> _How to complete this task_
Output the listing verbatim, leaving out every picture.

━━━━━━━━

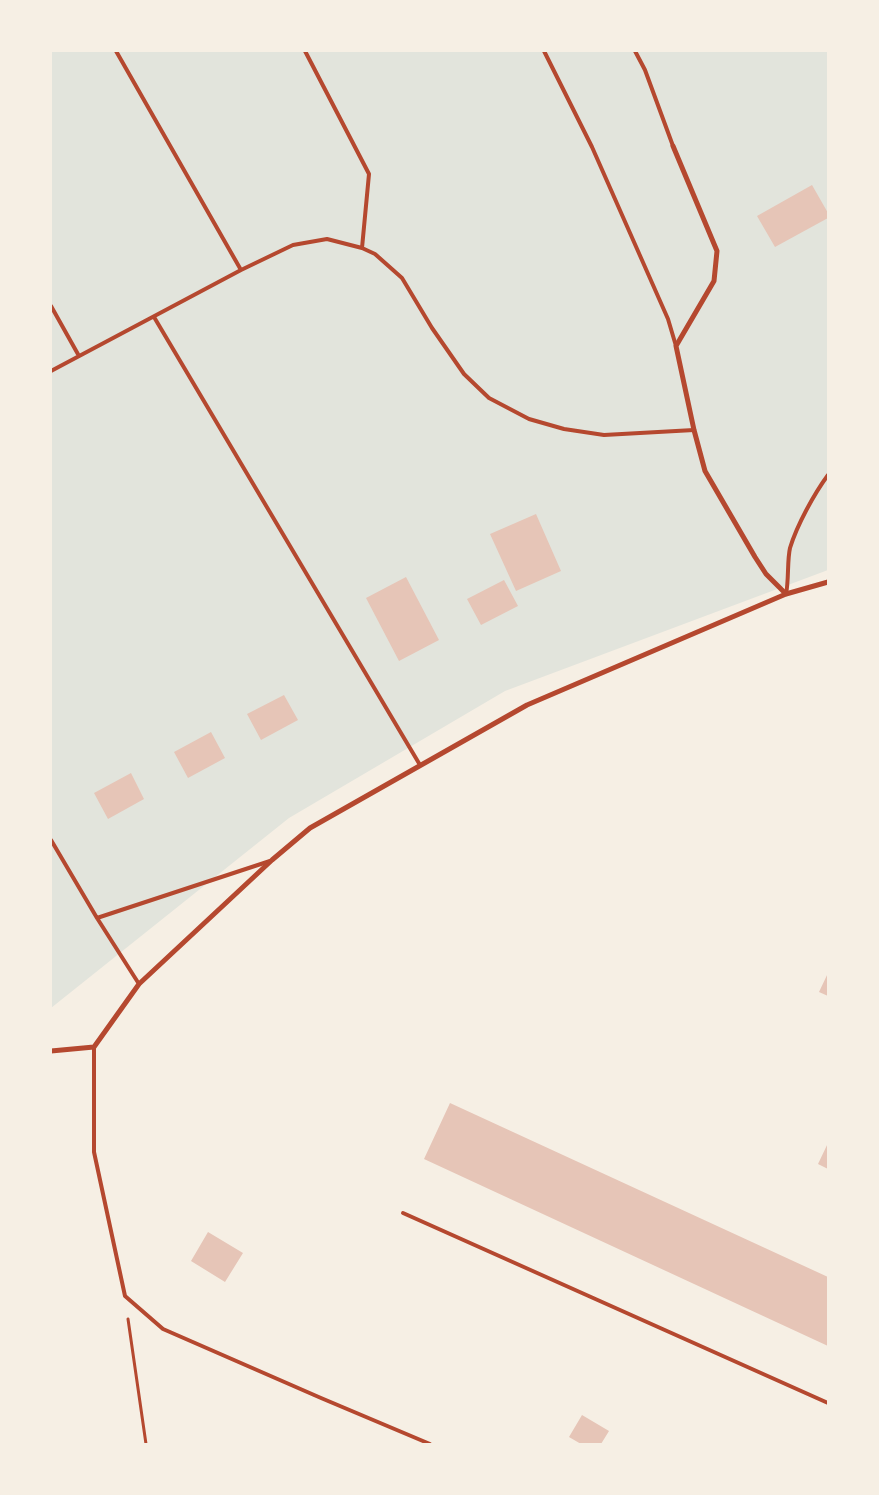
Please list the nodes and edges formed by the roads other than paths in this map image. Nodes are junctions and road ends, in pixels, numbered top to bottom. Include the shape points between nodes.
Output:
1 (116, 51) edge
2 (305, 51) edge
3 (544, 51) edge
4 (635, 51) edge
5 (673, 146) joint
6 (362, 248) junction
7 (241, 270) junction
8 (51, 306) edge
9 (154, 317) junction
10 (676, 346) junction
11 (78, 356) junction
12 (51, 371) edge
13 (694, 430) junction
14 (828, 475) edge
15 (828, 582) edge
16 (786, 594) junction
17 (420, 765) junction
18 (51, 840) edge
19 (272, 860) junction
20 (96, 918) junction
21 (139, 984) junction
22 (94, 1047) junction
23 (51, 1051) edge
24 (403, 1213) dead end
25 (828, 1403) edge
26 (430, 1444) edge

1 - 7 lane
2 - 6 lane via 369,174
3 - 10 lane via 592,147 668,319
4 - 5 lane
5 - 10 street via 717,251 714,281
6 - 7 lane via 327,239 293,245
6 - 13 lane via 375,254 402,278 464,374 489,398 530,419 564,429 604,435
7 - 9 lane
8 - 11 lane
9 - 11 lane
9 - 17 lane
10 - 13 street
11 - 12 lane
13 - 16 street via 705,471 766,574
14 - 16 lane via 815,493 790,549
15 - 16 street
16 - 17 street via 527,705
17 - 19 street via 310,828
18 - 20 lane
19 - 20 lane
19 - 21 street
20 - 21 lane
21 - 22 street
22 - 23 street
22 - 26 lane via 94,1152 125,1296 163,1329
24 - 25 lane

━━━━━━━━

> _Answer for the task_
Please list the nodes and edges formed by the roads other than paths in this map image. Nodes are junctions and road ends, in pixels, numbered top to bottom. Include the shape points between nodes.
Output:
1 (116, 51) edge
2 (305, 51) edge
3 (544, 51) edge
4 (635, 51) edge
5 (673, 146) joint
6 (362, 248) junction
7 (241, 270) junction
8 (51, 306) edge
9 (154, 317) junction
10 (676, 346) junction
11 (78, 356) junction
12 (51, 371) edge
13 (694, 430) junction
14 (828, 475) edge
15 (828, 582) edge
16 (786, 594) junction
17 (420, 765) junction
18 (51, 840) edge
19 (272, 860) junction
20 (96, 918) junction
21 (139, 984) junction
22 (94, 1047) junction
23 (51, 1051) edge
24 (403, 1213) dead end
25 (828, 1403) edge
26 (430, 1444) edge

1 - 7 lane
2 - 6 lane via 369,174
3 - 10 lane via 592,147 668,319
4 - 5 lane
5 - 10 street via 717,251 714,281
6 - 7 lane via 327,239 293,245
6 - 13 lane via 375,254 402,278 464,374 489,398 530,419 564,429 604,435
7 - 9 lane
8 - 11 lane
9 - 11 lane
9 - 17 lane
10 - 13 street
11 - 12 lane
13 - 16 street via 705,471 766,574
14 - 16 lane via 815,493 790,549
15 - 16 street
16 - 17 street via 527,705
17 - 19 street via 310,828
18 - 20 lane
19 - 20 lane
19 - 21 street
20 - 21 lane
21 - 22 street
22 - 23 street
22 - 26 lane via 94,1152 125,1296 163,1329
24 - 25 lane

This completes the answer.